» **EXERCISE GOAL**: Return the lines below that contain the word "down".

[INPUT DATA Boundary: Start]

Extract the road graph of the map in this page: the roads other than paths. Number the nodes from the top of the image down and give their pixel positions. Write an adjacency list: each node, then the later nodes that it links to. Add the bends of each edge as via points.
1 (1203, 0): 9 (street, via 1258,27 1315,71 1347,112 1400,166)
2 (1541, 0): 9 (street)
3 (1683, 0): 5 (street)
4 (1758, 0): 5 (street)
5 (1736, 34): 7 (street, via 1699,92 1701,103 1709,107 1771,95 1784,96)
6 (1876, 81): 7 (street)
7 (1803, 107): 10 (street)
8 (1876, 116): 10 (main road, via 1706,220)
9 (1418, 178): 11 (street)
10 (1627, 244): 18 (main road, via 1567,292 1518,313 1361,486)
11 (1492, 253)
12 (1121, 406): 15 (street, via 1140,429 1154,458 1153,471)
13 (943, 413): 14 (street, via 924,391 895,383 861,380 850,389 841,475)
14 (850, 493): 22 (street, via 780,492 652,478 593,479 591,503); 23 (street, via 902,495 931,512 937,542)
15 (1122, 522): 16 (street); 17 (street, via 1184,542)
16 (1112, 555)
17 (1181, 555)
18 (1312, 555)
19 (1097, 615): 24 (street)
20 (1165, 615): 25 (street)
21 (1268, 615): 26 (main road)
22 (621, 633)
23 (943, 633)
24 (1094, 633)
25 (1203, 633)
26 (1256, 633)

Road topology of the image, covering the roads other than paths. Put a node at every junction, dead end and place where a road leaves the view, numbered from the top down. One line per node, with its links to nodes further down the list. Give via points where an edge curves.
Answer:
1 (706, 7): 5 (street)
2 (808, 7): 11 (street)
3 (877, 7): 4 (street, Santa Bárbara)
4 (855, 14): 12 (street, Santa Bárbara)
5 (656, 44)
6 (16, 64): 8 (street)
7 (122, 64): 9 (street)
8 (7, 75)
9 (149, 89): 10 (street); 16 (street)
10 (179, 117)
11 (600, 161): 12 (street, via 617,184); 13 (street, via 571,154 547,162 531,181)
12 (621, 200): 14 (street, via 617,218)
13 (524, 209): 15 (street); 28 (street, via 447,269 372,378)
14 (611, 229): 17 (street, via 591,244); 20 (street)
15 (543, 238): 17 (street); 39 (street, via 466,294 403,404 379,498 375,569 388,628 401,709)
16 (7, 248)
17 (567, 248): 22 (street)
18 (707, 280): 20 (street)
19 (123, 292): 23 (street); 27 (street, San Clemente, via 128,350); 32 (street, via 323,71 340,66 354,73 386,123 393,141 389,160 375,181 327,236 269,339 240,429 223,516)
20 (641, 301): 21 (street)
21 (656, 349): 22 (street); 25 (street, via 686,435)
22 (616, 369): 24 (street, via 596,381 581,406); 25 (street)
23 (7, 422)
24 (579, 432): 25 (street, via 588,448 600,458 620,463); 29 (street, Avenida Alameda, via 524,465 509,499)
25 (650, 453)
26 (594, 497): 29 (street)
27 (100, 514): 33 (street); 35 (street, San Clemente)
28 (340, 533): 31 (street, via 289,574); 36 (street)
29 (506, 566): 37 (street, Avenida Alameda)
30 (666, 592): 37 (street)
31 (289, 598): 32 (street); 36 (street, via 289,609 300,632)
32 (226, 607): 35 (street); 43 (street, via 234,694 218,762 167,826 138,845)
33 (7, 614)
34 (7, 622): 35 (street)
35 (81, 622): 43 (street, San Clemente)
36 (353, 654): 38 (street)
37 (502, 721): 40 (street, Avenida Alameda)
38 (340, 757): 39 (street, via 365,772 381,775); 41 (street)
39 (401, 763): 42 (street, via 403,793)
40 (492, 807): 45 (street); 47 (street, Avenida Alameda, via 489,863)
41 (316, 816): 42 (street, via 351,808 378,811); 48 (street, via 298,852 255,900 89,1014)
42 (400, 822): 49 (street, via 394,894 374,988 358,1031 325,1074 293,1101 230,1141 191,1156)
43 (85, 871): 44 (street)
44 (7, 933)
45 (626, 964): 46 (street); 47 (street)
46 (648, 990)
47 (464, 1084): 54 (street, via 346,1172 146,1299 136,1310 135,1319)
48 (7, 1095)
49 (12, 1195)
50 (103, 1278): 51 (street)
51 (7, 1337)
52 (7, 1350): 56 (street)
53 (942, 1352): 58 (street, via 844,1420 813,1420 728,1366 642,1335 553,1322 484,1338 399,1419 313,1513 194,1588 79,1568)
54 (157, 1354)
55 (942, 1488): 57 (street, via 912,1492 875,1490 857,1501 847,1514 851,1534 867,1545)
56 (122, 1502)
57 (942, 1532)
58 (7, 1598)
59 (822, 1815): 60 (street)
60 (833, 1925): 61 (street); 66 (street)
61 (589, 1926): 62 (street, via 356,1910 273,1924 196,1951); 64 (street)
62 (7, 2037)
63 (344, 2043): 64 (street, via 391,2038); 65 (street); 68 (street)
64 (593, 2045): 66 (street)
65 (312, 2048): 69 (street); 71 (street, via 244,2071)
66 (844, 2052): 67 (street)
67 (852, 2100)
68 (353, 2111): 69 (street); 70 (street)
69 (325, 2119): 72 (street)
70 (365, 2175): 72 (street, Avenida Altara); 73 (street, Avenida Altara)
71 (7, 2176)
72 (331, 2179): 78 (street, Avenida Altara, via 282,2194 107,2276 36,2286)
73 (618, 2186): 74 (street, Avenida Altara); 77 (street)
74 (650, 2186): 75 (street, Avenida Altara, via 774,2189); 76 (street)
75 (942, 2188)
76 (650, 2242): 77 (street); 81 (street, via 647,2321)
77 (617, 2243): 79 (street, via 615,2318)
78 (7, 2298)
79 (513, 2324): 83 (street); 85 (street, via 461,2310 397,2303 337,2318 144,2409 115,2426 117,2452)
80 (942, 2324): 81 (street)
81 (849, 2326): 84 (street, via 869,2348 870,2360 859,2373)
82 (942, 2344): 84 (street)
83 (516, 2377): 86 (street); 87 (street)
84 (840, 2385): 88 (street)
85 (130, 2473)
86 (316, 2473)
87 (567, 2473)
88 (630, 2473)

[INPUT DATA Boundary: End]

» **RESPONSE TO THIS EXERCISE**:
Extract the road graph of the map in this page: the roads other than paths. Number the nodes from the top of the image down and give their pixel positions. Write an adjacency list: each node, then the later nodes that it links to. Add the bends of each edge as via points.
Road topology of the image, covering the roads other than paths. Put a node at every junction, dead end and place where a road leaves the view, numbered from the top down. One line per node, with its links to nodes further down the list. Give via points where an edge curves.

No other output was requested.